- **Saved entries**
=== Section Start ===

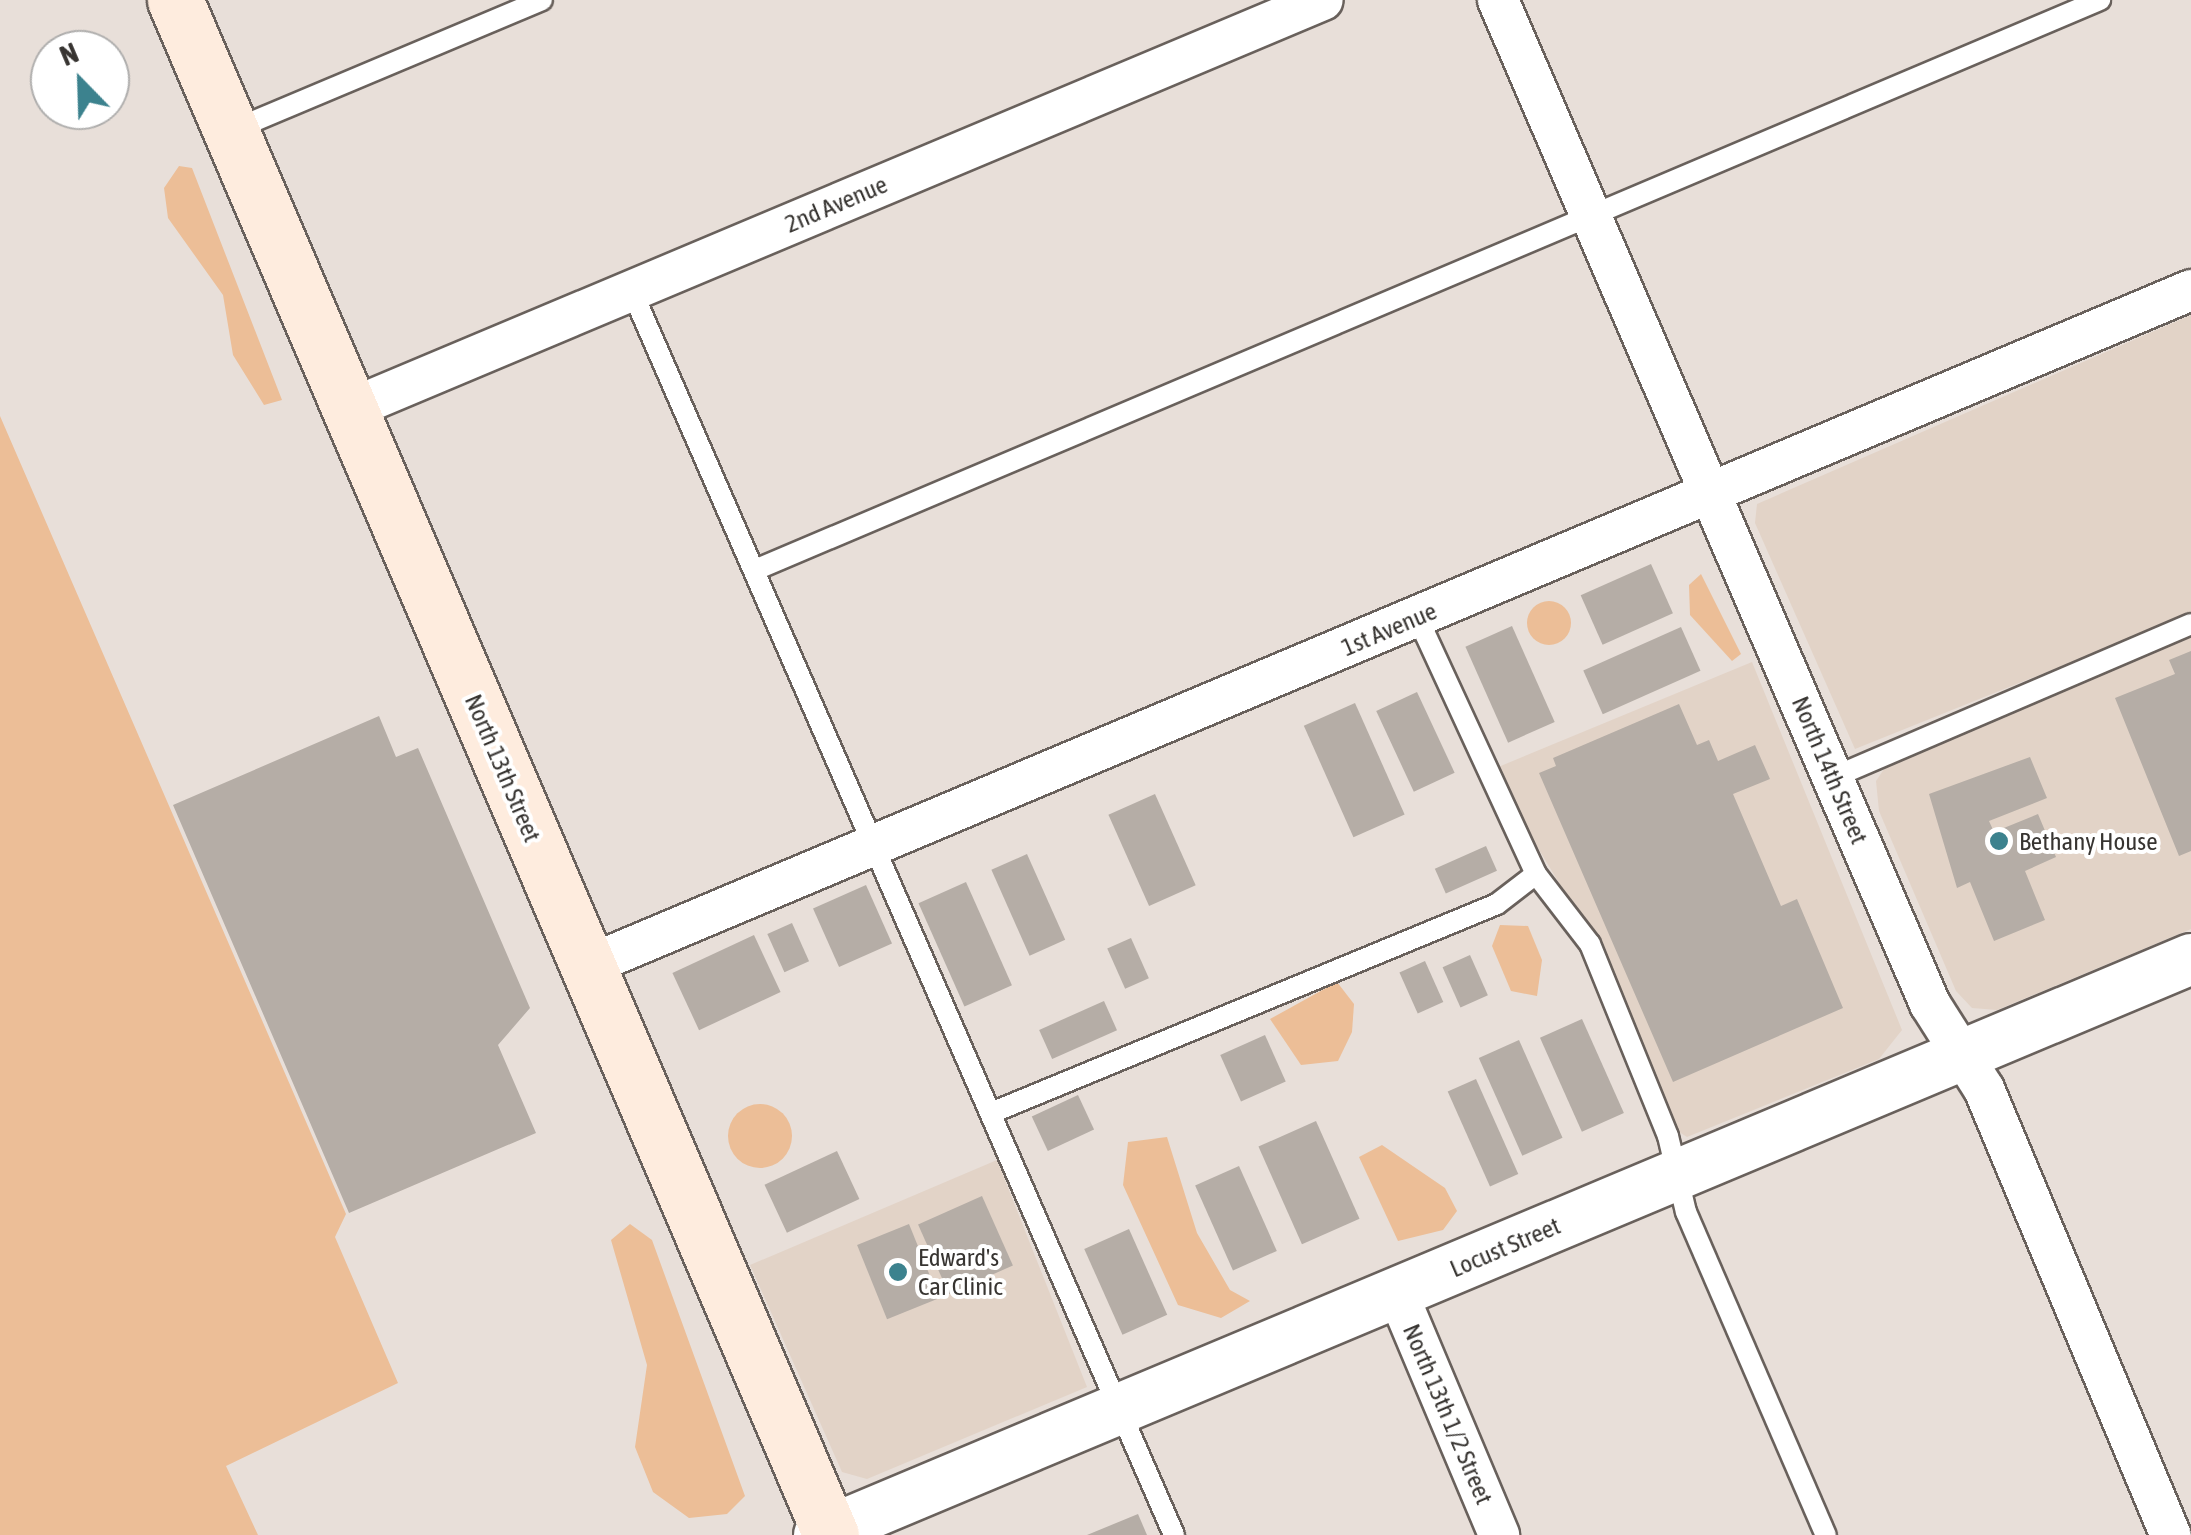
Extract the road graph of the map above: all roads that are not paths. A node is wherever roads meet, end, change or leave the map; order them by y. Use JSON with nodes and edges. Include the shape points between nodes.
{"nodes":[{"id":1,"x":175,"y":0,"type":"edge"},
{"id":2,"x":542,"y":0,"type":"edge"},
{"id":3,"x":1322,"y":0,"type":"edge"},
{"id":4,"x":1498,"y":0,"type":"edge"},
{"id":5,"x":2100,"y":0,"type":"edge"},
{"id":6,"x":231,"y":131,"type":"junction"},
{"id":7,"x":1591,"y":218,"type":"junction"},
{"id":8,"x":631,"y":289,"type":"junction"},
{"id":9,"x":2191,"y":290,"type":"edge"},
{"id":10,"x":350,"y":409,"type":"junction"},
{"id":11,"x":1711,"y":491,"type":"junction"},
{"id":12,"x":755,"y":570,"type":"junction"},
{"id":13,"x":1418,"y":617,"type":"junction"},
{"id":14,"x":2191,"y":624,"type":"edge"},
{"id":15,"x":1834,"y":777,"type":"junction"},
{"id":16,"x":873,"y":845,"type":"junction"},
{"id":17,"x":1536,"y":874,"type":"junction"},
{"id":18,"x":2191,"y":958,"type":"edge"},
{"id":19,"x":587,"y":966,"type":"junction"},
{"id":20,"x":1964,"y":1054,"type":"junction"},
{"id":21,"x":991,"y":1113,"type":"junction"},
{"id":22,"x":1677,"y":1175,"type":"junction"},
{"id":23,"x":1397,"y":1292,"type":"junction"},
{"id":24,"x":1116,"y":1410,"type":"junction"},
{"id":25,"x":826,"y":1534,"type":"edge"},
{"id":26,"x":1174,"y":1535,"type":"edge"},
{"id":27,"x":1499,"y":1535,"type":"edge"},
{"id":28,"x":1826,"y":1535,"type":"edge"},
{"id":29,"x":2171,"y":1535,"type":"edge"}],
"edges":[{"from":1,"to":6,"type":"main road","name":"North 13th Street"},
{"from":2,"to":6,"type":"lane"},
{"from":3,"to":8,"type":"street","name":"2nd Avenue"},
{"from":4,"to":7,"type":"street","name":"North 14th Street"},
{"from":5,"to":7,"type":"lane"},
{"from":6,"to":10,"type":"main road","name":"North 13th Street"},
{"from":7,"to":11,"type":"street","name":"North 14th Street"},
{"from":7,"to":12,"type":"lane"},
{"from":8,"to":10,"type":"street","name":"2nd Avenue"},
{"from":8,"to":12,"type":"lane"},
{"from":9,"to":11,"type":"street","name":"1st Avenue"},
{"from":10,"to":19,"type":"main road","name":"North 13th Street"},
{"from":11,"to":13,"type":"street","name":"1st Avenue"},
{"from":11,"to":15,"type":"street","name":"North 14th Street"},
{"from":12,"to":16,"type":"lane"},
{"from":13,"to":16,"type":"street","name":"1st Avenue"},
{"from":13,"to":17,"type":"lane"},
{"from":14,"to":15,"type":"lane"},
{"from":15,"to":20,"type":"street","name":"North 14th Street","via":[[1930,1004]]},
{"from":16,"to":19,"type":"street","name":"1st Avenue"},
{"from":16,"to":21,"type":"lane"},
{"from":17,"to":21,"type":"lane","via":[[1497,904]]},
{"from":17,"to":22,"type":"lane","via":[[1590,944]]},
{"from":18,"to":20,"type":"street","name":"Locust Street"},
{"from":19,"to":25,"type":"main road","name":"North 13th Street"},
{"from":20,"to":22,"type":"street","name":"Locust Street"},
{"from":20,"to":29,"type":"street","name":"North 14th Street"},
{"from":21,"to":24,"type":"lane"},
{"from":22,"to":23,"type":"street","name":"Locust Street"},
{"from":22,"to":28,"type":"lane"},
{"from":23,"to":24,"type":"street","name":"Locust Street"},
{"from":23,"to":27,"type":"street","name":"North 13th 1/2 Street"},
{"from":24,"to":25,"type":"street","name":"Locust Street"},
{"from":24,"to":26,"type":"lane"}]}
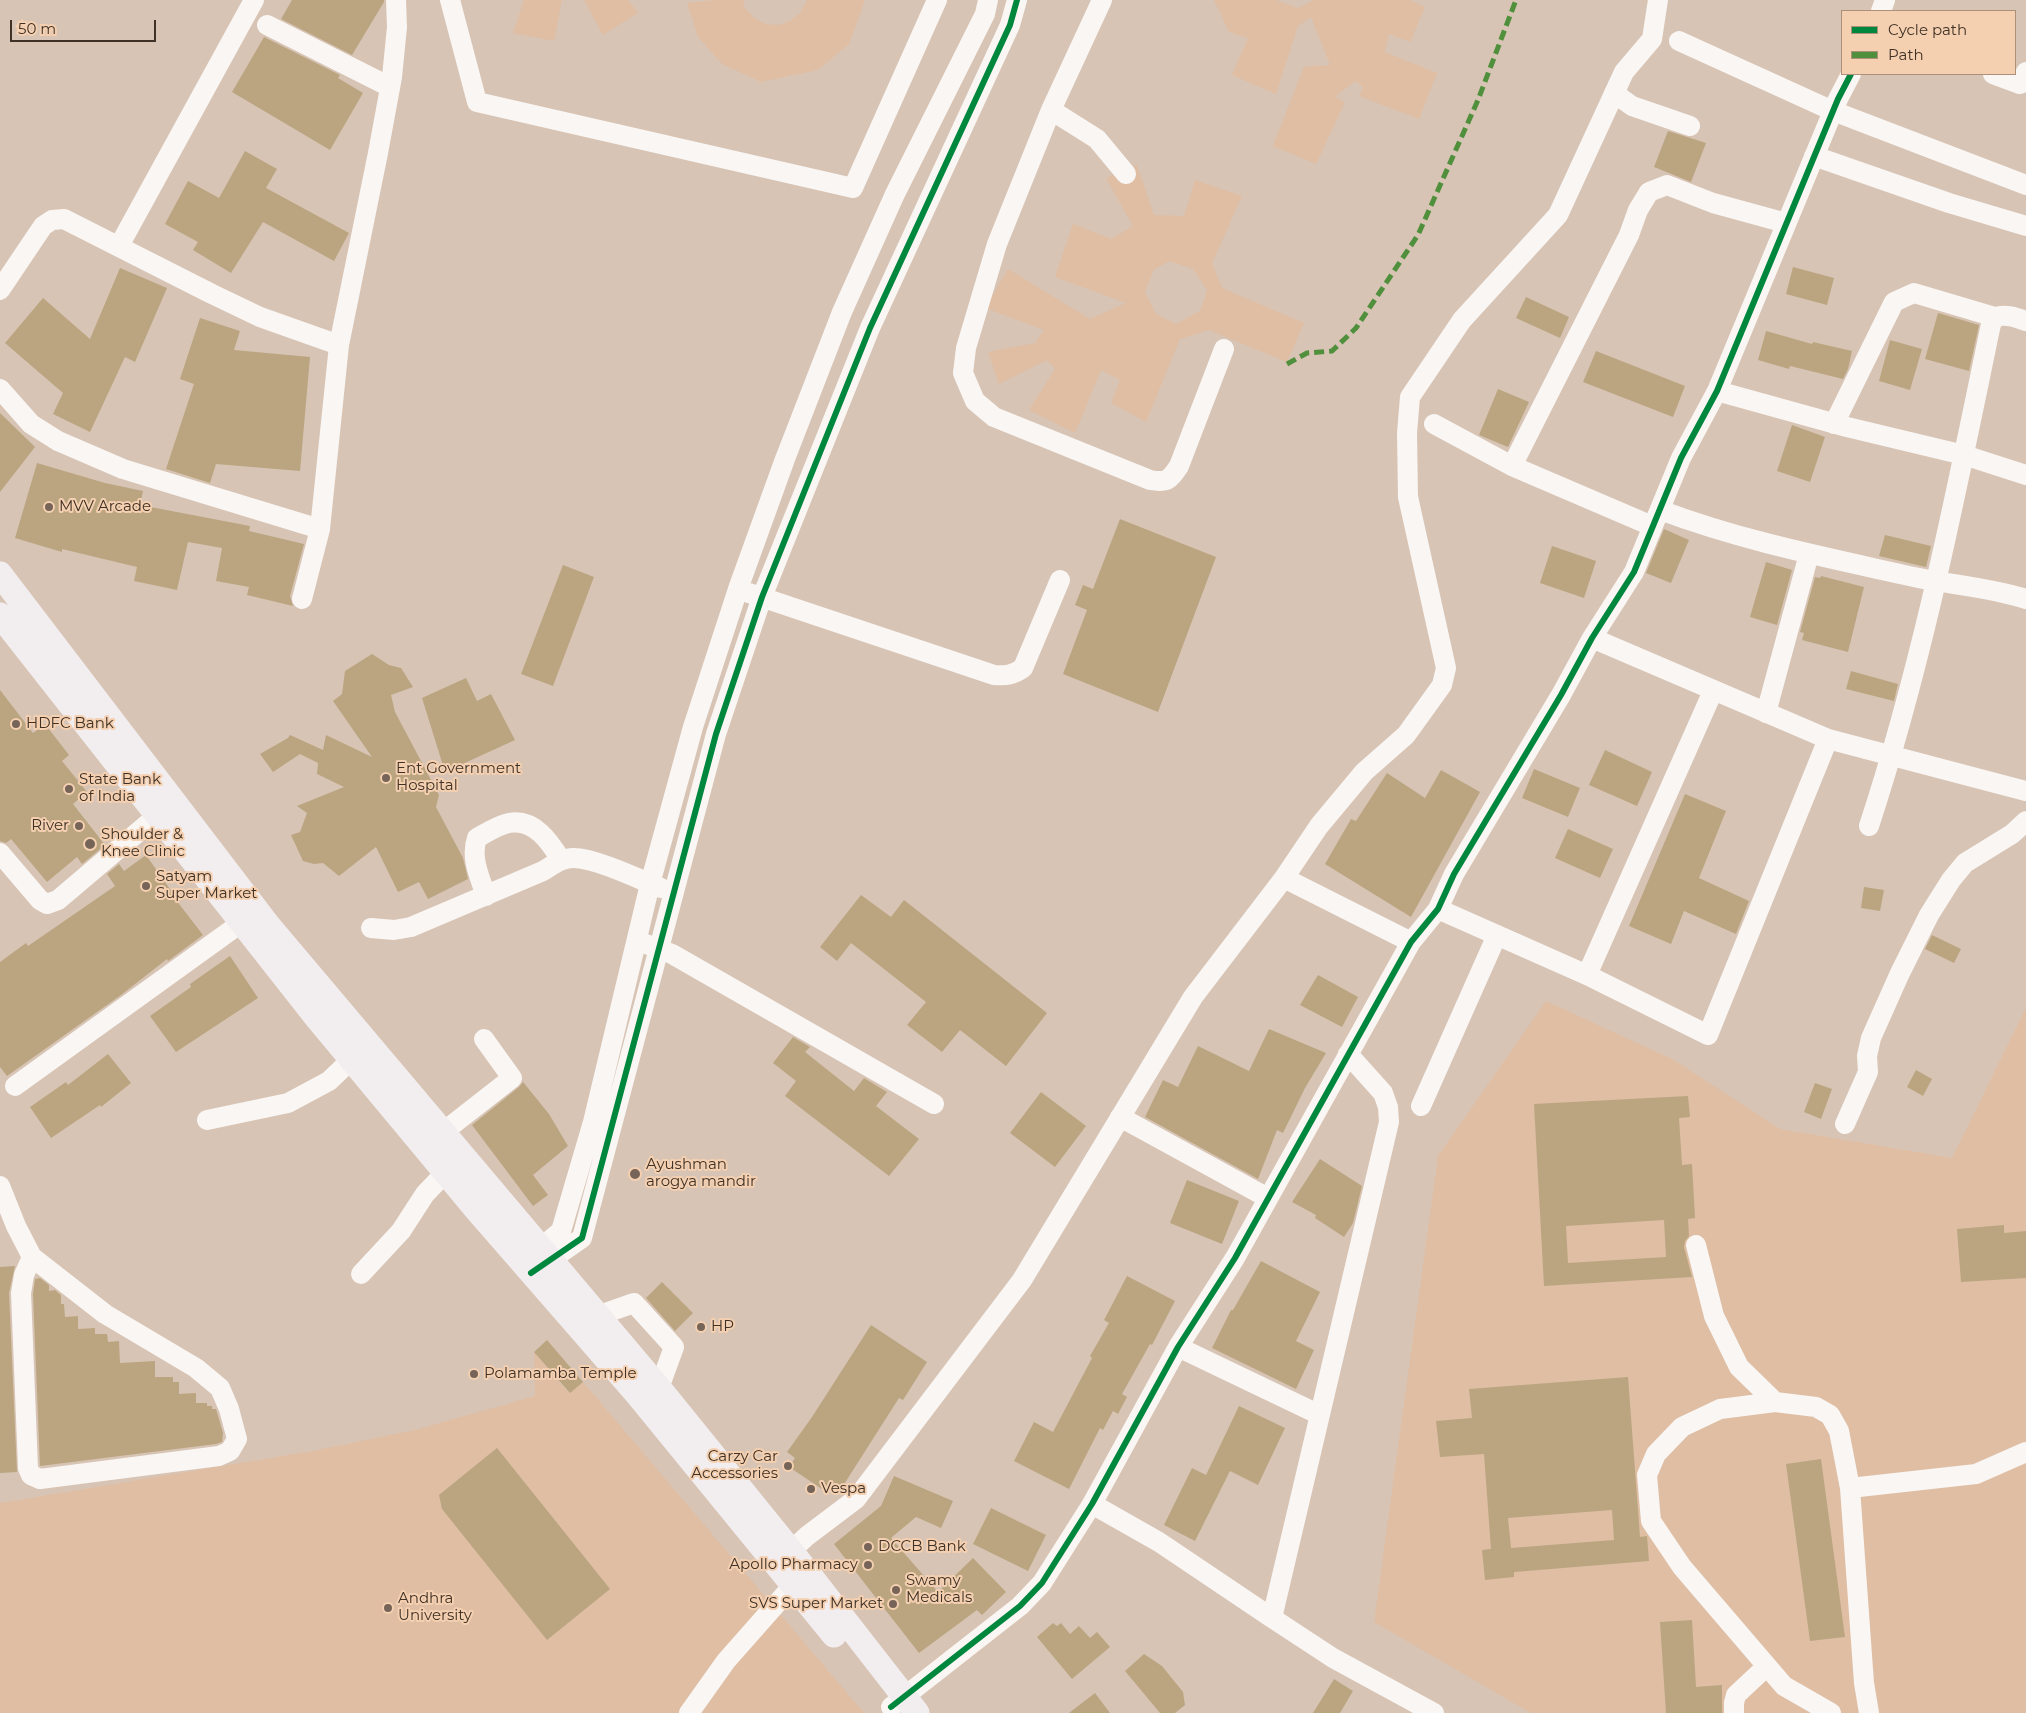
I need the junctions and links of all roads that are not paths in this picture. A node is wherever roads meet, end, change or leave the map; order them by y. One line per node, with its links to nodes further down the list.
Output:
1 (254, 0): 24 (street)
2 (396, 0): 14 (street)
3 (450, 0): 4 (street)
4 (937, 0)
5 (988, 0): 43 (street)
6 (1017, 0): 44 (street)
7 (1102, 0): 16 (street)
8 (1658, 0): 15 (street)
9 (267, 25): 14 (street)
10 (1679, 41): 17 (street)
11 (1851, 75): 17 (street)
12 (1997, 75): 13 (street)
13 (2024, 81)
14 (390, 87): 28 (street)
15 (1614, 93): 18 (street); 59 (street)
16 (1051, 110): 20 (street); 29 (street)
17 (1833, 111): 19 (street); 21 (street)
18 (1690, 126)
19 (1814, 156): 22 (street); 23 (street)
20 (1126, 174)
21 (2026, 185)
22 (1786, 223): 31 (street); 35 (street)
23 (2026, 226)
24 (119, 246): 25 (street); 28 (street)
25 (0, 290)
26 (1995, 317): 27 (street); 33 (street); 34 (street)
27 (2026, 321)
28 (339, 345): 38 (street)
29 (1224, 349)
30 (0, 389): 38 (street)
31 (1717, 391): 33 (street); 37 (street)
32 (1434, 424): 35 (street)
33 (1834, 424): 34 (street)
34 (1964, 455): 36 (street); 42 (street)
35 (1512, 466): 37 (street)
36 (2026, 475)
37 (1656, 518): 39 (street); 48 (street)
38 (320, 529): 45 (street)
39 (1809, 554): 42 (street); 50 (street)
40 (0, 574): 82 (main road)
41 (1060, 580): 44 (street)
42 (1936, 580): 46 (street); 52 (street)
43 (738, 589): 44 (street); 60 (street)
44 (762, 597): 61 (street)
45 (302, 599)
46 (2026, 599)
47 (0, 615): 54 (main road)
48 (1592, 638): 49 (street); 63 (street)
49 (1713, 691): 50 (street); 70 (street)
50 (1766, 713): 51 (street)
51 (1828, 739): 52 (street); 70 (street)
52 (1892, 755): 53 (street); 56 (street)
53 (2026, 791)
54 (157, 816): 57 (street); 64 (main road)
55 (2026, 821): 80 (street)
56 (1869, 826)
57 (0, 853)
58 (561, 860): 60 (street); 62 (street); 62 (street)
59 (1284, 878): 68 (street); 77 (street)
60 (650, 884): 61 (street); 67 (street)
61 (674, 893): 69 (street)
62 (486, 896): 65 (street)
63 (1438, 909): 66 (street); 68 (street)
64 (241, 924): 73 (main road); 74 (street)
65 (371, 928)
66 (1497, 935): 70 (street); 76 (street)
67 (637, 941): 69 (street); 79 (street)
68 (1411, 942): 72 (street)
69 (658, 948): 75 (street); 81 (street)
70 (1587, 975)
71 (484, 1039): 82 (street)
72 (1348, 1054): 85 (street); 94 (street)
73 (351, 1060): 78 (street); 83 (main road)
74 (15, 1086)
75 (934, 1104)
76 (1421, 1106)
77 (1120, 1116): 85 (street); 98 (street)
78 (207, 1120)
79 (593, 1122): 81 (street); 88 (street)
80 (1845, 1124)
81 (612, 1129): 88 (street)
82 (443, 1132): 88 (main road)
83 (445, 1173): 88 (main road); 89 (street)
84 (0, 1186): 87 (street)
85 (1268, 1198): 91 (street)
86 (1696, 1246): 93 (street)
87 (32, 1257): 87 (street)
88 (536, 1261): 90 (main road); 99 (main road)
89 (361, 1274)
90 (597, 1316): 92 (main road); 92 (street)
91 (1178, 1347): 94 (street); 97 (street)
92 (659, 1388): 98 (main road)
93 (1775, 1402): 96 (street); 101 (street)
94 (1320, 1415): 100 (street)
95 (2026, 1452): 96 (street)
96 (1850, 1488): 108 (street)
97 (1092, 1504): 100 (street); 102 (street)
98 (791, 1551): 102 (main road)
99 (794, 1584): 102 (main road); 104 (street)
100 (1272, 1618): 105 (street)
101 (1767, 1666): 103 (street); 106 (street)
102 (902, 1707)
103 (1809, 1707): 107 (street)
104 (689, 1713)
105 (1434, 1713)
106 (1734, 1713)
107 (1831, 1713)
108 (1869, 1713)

=== Section End ===

- **Exercise description**
For the string "that", filter the data and copy out each line where it occurs.

- **Response to the exercise**
Extract the road graph of the map above: all roads that are not paths. A node is wherever roads meet, end, change or leave the map; order them by y. Use JSON with nodes and edges. Include the shape points between nodes.
I need the junctions and links of all roads that are not paths in this picture. A node is wherever roads meet, end, change or leave the map; order them by y. One line per node, with its links to nodes further down the list.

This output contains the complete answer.